The draft is under two weeks away now and the Cardinals are blessed with a plethora of early picks. Specifically they’ll have three top 50 picks in the first round and the supplemental round: #25, #46 and #50.
The Cardinals are a difficult club to make draft predictions about for two reasons: 1) They generally pick late in the draft and 2) they run a tight ship. While it wasn’t a complete surprise given his talent level and the players still available, the Cardinals’ pick of Shelby Miller was an uncharacteristic selection of a fireballing high school arm. Prior to that they picked the best bat available to them in Brett Wallace, who was an uncharacteristic pick given his poor defense.
I’m disinclined to try and pigeonhole the Cardinals as having a prediliction for a type of player, but if you force me too there are a couple types of players that you should keep an eye on for draft day:
1) College Arms – Beyond a special first pick, the Cardinals tend to steer toward low ceiling, high floor arms. If they deviate from that, it’s with “raw” college arms that are new to starting pitching (Joe Kelly, Jess Todd) or whose stuff doesn’t quite match their results (Adam Ottavino) or injury risks (Scott Bittle).
2) Advanced Plate Approach – Brett Wallace isn’t the best example here since he was a well-known high profile first round bat. I’m more thinking about guys like Matt Carpenter, Jason Stidham and Shane Peterson. These players generally lack a single standout tool but their overall offensive package is very well-rounded.
3) Toolsy Outfielders – If there’s a place where it seems the Cardinals like tools, it’s in the outfield (and shortstop to a lesser extent). Colby Rasmus would be the original poster child but in more recent years, I’d point to guys like Virgil Hill, Michael Swinson and Jonathan Edwards.
Again, it’s exceedingly difficult to put the Cardinals on the straight and narrow. They’ve shown time and time again that they’re willing to trust their scouts and take the top player on their board. “Their” being the operative word. It’s become cliche to say that the team should simply draft the best player available. I largely agree with that, but I think the Cardinals have a organization that is unbalanced enough to place a slightly higher emphasis on some areas. This isn’t an advocacy for picking an outfielder who is only average over an incredible catcher. It’s a request to balance the assets of the farm system.

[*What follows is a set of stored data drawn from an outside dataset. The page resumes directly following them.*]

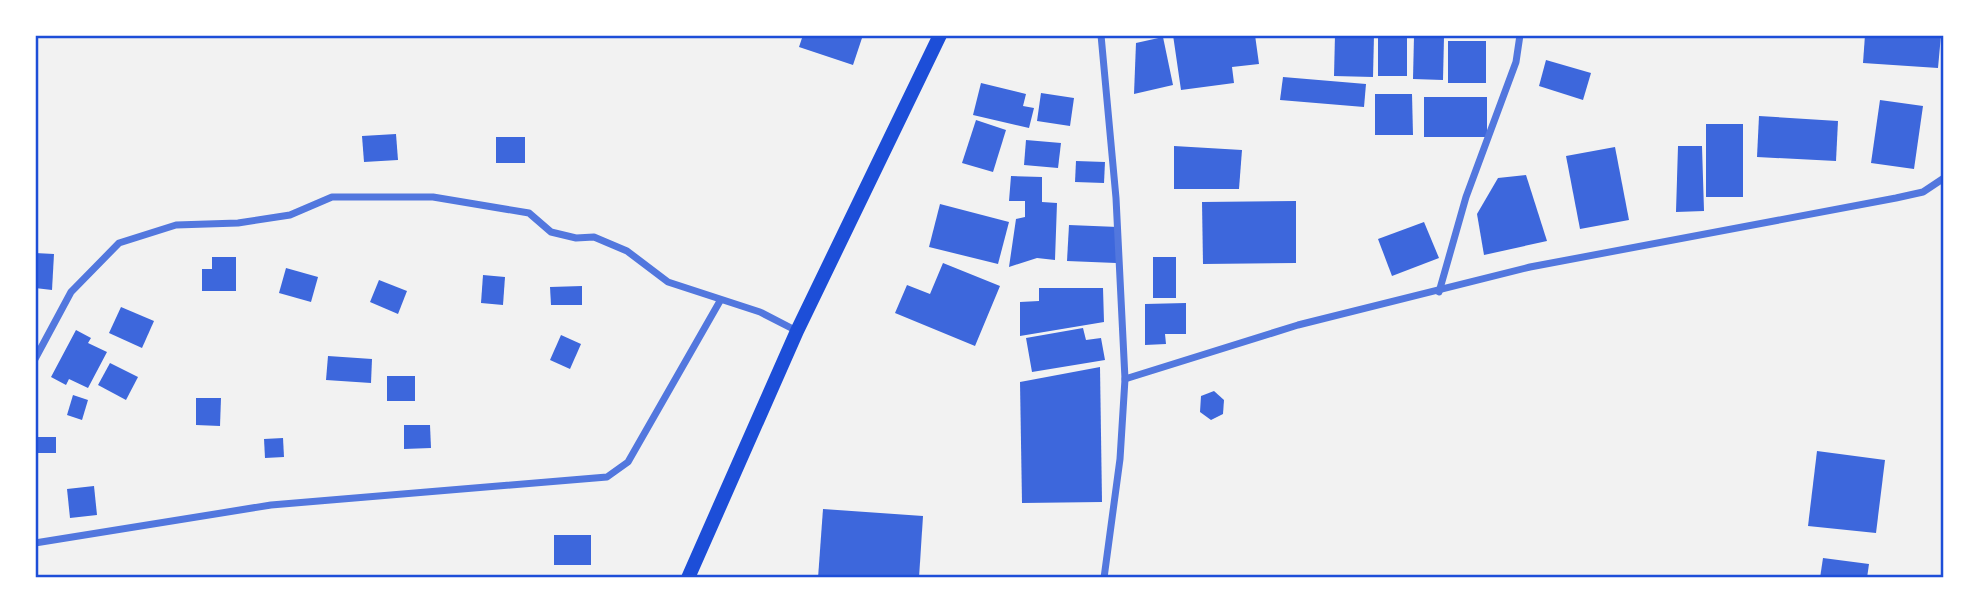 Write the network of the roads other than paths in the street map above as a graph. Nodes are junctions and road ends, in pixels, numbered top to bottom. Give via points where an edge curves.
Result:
1 (940, 35) edge
2 (1101, 35) edge
3 (1520, 35) edge
4 (1944, 178) edge
5 (1439, 292) junction
6 (720, 301) junction
7 (797, 331) junction
8 (35, 359) edge
9 (1125, 379) junction
10 (35, 543) edge
11 (688, 578) edge
12 (1104, 578) edge

1 - 7 main road
2 - 9 street via 1116,198
3 - 5 street via 1516,62 1466,197
4 - 5 street via 1923,192 1530,267
5 - 9 street via 1298,325
6 - 7 street via 760,312
6 - 8 street via 668,282 627,251 594,237 551,232 529,213 433,197 332,197 290,215 176,225 119,243 71,292
6 - 10 street via 628,461 607,477 271,505
7 - 11 main road
9 - 12 street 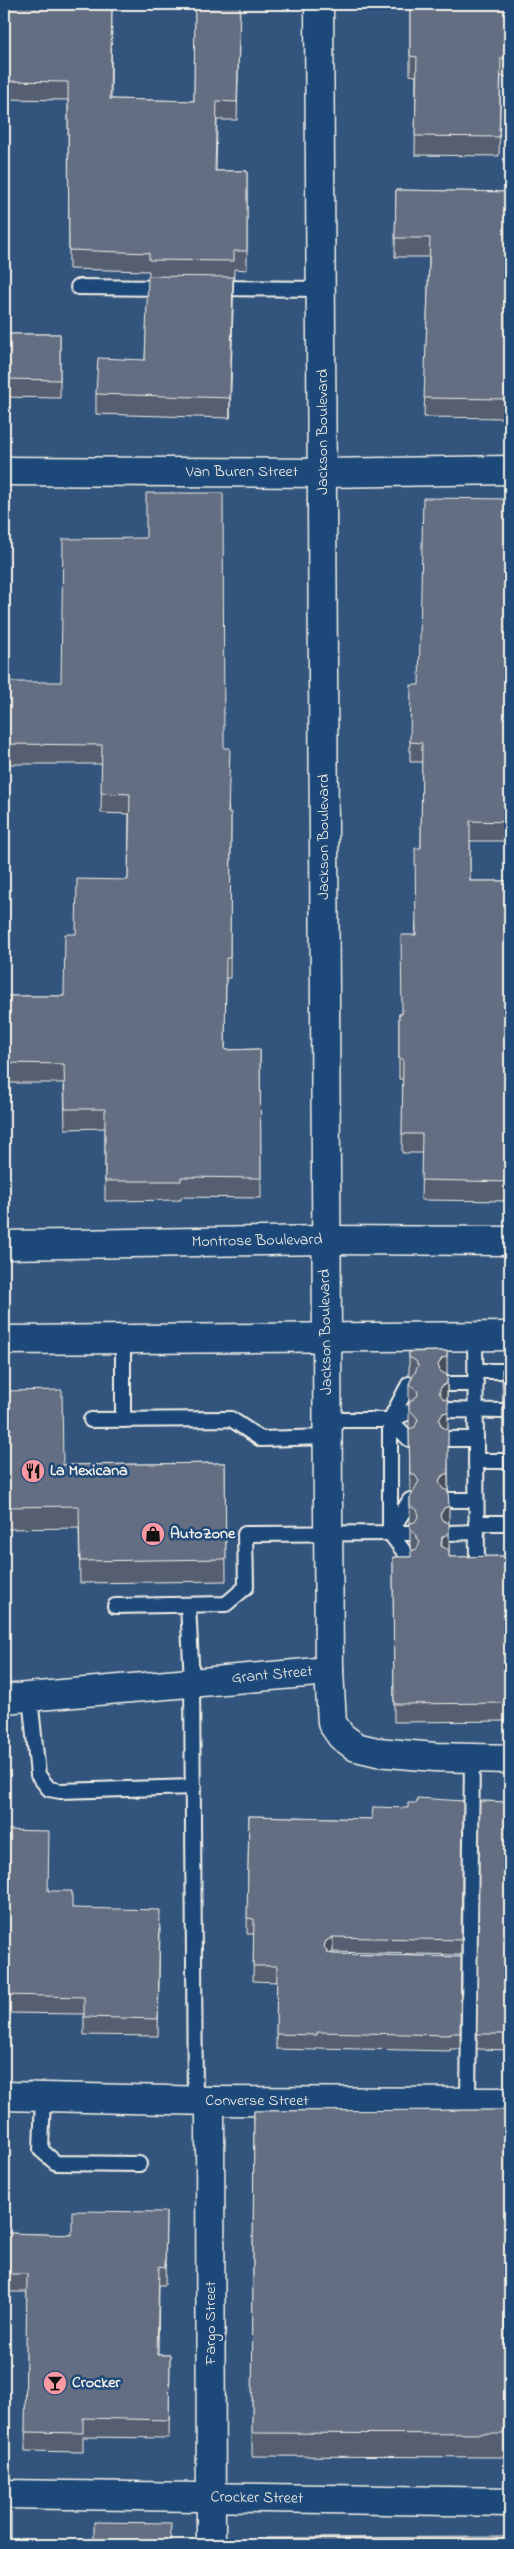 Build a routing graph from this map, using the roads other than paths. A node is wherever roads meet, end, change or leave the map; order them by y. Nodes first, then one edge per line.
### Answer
1 (319, 4) edge
2 (78, 287) dead end
3 (176, 288) edge
4 (205, 288) edge
5 (322, 290) junction
6 (510, 470) edge
7 (4, 471) edge
8 (323, 472) junction
9 (325, 1240) junction
10 (510, 1241) edge
11 (4, 1245) edge
12 (326, 1336) junction
13 (475, 1336) junction
14 (510, 1336) edge
15 (123, 1338) junction
16 (4, 1340) edge
17 (510, 1371) edge
18 (476, 1378) junction
19 (409, 1384) edge
20 (447, 1384) edge
21 (448, 1410) edge
22 (476, 1411) junction
23 (503, 1411) edge
24 (409, 1412) edge
25 (91, 1420) dead end
26 (123, 1420) junction
27 (390, 1420) junction
28 (327, 1428) junction
29 (409, 1439) edge
30 (448, 1439) edge
31 (476, 1439) junction
32 (476, 1461) junction
33 (504, 1461) edge
34 (410, 1500) edge
35 (448, 1500) edge
36 (476, 1500) junction
37 (504, 1523) edge
38 (477, 1528) junction
39 (327, 1533) junction
40 (390, 1533) junction
41 (410, 1533) edge
42 (448, 1533) edge
43 (496, 1560) edge
44 (411, 1561) edge
45 (188, 1605) junction
46 (114, 1606) dead end
47 (328, 1671) junction
48 (192, 1682) junction
49 (17, 1698) edge
50 (472, 1758) junction
51 (510, 1759) edge
52 (194, 1787) junction
53 (4, 2096) edge
54 (43, 2097) junction
55 (202, 2101) junction
56 (468, 2102) junction
57 (510, 2102) edge
58 (139, 2164) dead end
59 (4, 2494) edge
60 (211, 2498) junction
61 (510, 2502) edge
62 (211, 2545) edge

1 - 5 street, Jackson Boulevard
2 - 3 lane
4 - 5 lane
5 - 8 street, Jackson Boulevard
6 - 8 street, Van Buren Street
7 - 8 street, Van Buren Street
8 - 9 street, Jackson Boulevard
9 - 10 street, Montrose Boulevard
9 - 11 street, Montrose Boulevard
9 - 12 street, Jackson Boulevard
12 - 13 street
12 - 15 street
12 - 28 street, Jackson Boulevard
13 - 14 street
13 - 18 lane
15 - 16 street
15 - 26 lane
17 - 18 lane
18 - 20 lane
18 - 22 lane
19 - 27 lane
21 - 22 lane
22 - 23 lane
22 - 31 lane
24 - 27 lane
25 - 26 lane
26 - 28 lane
27 - 28 lane
27 - 29 lane
27 - 40 lane
28 - 39 street, Jackson Boulevard
30 - 31 lane
31 - 32 lane
32 - 33 lane
32 - 36 lane
34 - 40 lane
35 - 36 lane
36 - 38 lane
37 - 38 lane
38 - 42 lane
38 - 43 lane
39 - 40 lane
39 - 45 lane
39 - 47 street, Jackson Boulevard
40 - 41 lane
40 - 44 lane
45 - 46 lane
45 - 48 lane
47 - 48 street, Grant Street
47 - 50 street, Grant Street
48 - 49 street, Grant Street
48 - 52 lane
49 - 52 lane
50 - 51 street, Grant Street
50 - 56 lane
52 - 55 lane
53 - 54 street, Converse Street
54 - 55 street, Converse Street
54 - 58 lane
55 - 56 street, Converse Street
55 - 60 street, Fargo Street
56 - 57 street, Converse Street
59 - 60 street, Crocker Street
60 - 61 street, Crocker Street
60 - 62 street, Fargo Street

My advice for the first 5 rounds:
- Avoid pitchers – There’s too much volatility among pitchers even high in the draft. Additionally, the Cardinals have lot of potential starters in the organization right now. Not all of them will pan out but some of Ottavino, Lynn, Gorgen, Kopp, Hooker, Miller, Kelly, Schneider, Zawacki will. Play the horses you’ve got unless a real stud is available. They’ve got just as many live armed relievers.
- Avoid weak bat middle infielders – Pete Kozma and Ryan Jackson both should have the glove to stick at SS. Jackson’s defense is by far better but Kozma isn’t a schlub at shortstop. The problem is neither one looks to be any great shakes with the bat. We’ve seen that a Brendan Ryan type can be not only acceptable but advantageous. You don’t want your whole organization comprised of them though.
- Pick the best offense-oriented player you can with your top pick (within reason) – Quick, name the Cardinals top position player prospect. Notice that you’ve picked a well-rounded player but one without a standout skill? That’s because the organization doesn’t have much in the way of strong offensive players, toolsy top end players. This is partly by design but it’s also partly because they’ve had guys like Daryl Jones and Tommy Pham go belly up. If there’s one player that stand out to me, it’s the same one that stood out to the red baron: Austin Wilson, OF. He might make it to #25 and if so, I hope the Cardinals jump on him.
The reality is that you have to wait to see what is still on the board to decide how and who you’re going to pick. I think the decision calculus should be weighted toward offense and position players but that all goes out the window once you start talking about specific players available.